"El nuevo lema es flexibilidad, y esta noción cada vez más generalizada implica un juego de contratos y despidos con muy pocas reglas pero con el poder de cambiarlas unilateralmente mientras la misma partida se está jugando. " - Zigmunt Bauman
En años recientes, representantes de todo el espectro político hablaban al unísono, con añoranza y deseo, de una «recuperación dirigida por los consumidores». Se ha culpado con frecuencia a la caída de la producción, a la ausencia de pedidos y a la lentitud del comercio minorista por la falta de interés o de confianza del consumidor (lo que equivale a decir que el deseo de comprar a crédito es lo bastante fuerte como para superar el temor a la insolvencia). La esperanza de disipar esos problemas y de que las cosas se reanimen se basa en que los consumidores vuelvan a cumplir con su deber: que otra vez quieran comprar, comprar mucho y comprar más. Se piensa que el «crecimiento económico», la medida moderna de que las cosas están en orden y siguen su curso, el mayor índice de que una sociedad funciona como es debido, depende, en una sociedad de consumidores, no tanto de la «fuerza productiva del país» (una fuerza de trabajo saludable y abundante, con cofres repletos e iniciativas audaces por parte de los poseedores y administradores del capital) como del fervor y el vigor de sus consumidores. El papel —en otros tiempos a cargo del trabajo— de vincular las motivaciones individuales, la integración social y la reproducción de todo el sistema productivo corresponde en la actualidad a la iniciativa del consumidor.
Habiendo dejado atrás la «premodernidad» —los mecanismos tradicionales de ubicación social por mecanismos de adscripción, que condenaban a hombres y mujeres a «apegarse a su clase», a vivir según los estándares (pero no por encima de ellos) fijados para la «categoría social» en que habían nacido—, la modernidad cargó sobre el individuo la tarea de su «autoconstrucción»: elaborar la propia identidad social, si no desde cero, al menos desde sus cimientos. La responsabilidad del individuo —antes limitada a respetar las fronteras entre ser un noble, un comerciante, un soldado mercenario, un artesano, un campesino arrendatario o un peón rural— se ampliaba hasta llegar a la elección misma de una posición social, y el derecho de que esa posición fuera reconocida y aprobada por la sociedad.

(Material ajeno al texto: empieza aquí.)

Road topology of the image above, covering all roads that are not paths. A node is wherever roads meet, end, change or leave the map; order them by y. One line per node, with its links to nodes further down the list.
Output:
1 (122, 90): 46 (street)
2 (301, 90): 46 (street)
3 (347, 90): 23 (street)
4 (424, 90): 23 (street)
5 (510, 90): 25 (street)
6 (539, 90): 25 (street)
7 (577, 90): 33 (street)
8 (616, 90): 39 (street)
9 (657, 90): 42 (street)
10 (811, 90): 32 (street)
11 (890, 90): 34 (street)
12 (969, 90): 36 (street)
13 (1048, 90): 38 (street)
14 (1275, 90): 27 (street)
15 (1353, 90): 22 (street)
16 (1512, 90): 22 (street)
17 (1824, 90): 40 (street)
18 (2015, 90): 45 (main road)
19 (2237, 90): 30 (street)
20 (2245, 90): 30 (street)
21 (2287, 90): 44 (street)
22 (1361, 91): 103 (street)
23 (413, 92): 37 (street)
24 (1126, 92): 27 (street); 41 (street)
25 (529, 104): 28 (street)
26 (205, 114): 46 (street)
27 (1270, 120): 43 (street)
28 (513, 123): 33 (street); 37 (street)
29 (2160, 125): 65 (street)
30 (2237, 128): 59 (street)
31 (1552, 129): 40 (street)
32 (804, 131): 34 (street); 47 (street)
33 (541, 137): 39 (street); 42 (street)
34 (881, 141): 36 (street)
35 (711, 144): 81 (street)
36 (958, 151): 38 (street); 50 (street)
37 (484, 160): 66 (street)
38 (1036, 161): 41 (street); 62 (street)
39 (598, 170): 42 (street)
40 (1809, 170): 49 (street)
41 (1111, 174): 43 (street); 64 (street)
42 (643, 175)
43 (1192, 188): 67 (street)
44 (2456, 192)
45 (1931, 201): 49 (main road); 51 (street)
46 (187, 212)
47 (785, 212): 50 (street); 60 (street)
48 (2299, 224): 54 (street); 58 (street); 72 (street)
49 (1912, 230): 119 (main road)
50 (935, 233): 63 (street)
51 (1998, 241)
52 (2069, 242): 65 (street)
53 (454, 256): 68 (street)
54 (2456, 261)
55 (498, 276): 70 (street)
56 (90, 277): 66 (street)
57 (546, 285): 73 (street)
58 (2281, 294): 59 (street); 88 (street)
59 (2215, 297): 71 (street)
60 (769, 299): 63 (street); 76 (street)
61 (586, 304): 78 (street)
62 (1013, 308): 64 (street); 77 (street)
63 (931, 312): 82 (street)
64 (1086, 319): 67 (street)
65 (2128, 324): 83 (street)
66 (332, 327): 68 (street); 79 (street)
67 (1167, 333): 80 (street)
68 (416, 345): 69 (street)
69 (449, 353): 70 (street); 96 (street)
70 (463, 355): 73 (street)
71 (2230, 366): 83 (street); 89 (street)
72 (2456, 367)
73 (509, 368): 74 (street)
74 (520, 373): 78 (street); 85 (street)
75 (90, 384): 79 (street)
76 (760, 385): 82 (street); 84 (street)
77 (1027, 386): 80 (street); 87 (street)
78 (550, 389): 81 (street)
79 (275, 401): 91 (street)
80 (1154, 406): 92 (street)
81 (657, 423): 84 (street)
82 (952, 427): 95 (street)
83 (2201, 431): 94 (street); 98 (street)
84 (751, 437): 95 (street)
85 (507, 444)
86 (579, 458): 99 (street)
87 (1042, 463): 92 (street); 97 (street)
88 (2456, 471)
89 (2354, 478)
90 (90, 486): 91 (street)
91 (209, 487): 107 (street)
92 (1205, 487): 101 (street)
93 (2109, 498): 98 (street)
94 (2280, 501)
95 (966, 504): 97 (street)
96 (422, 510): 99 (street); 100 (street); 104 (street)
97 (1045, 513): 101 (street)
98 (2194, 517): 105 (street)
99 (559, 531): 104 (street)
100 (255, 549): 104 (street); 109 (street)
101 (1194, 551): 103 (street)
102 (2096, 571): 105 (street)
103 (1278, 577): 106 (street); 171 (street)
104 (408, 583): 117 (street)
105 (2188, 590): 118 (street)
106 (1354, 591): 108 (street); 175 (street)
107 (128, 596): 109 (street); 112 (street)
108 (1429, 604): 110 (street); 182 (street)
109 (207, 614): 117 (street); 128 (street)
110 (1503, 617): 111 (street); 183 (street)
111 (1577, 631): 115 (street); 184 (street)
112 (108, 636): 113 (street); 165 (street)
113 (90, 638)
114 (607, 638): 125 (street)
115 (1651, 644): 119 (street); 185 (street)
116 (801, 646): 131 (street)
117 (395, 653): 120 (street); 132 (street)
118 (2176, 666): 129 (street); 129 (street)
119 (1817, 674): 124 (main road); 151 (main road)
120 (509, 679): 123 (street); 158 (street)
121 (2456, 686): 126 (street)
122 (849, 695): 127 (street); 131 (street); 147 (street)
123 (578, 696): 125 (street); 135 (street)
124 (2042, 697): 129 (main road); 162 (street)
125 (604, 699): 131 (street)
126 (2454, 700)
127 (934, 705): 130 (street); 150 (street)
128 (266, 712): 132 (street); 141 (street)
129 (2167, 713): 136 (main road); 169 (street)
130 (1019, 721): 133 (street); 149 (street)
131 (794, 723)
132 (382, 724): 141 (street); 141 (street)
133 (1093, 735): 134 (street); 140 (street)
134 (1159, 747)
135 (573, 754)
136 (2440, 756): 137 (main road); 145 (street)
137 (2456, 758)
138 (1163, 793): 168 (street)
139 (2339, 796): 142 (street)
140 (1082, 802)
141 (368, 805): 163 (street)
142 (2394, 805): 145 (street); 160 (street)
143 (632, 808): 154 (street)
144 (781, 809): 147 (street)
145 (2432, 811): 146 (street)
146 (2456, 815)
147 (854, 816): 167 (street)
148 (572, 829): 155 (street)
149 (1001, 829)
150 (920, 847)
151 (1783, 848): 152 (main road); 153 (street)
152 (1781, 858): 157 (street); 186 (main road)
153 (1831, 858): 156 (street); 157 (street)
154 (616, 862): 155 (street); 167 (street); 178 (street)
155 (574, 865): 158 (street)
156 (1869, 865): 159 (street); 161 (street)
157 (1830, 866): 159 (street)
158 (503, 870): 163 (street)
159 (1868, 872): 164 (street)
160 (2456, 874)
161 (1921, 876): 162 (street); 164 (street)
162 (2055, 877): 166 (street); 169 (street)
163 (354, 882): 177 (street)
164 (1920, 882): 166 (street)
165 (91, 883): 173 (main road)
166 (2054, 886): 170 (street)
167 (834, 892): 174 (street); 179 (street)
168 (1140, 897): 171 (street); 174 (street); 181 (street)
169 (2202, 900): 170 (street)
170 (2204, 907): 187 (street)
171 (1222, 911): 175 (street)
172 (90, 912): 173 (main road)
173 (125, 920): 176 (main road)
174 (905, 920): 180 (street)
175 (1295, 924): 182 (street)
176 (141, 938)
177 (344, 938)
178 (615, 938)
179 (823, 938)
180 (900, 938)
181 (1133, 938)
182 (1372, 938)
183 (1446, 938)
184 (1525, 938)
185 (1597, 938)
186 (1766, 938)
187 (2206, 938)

Inicialmente, el trabajo apareció como la principal herramienta para encarar la construcción del propio destino. La identificación social buscada —y alcanzada con esfuerzo— tuvo como determinantes principales la capacidad para el trabajo, el lugar que se ocupara en el proceso social de la producción y el proyecto elaborado a partir de lo anterior. Una vez elegida, la identidad social podía construirse de una vez y para siempre, para toda la vida, y, al menos en principio, también debían definirse la vocación, el puesto de trabajo, las tareas para toda una vida. La construcción de la identidad habría de ser regular y coherente, pasando por etapas claramente definidas, y también debía serlo la carrera laboral. No debe sorprender la insistencia en esta metáfora —la idea de una «construcción»— para expresar la naturaleza del trabajo exigido por la autoidentificación personal. El curso de la carrera laboral, y la construcción de una identidad personal a lo largo de toda la vida, llegan así a complementarse.
Sin embargo, la elección de una carrera laboral —regular, durable y continua—, coherente y bien estructurada, ya no está abierta para todos. Sólo en casos muy contados se puede definir (y menos aún, garantizar) una identidad permanente en función del trabajo desempeñado. Hoy, los empleos permanentes, seguros y garantizados son la excepción. Los oficios de antaño, «de por vida», hasta hereditarios, quedaron confinados a unas pocas industrias y profesiones antiguas y están en rápida disminución. Los nuevos puestos de trabajo suelen ser contratos temporales, «hasta nuevo aviso» o en horarios de tiempo parcial [part-time]. Se suelen combinar con otras ocupaciones y no garantizan la continuidad, menos aún, la permanencia. El nuevo lema es flexibilidad, y esta noción cada vez más generalizada implica un juego de contratos y despidos con muy pocas reglas pero con el poder de cambiarlas unilateralmente mientras la misma partida se está jugando.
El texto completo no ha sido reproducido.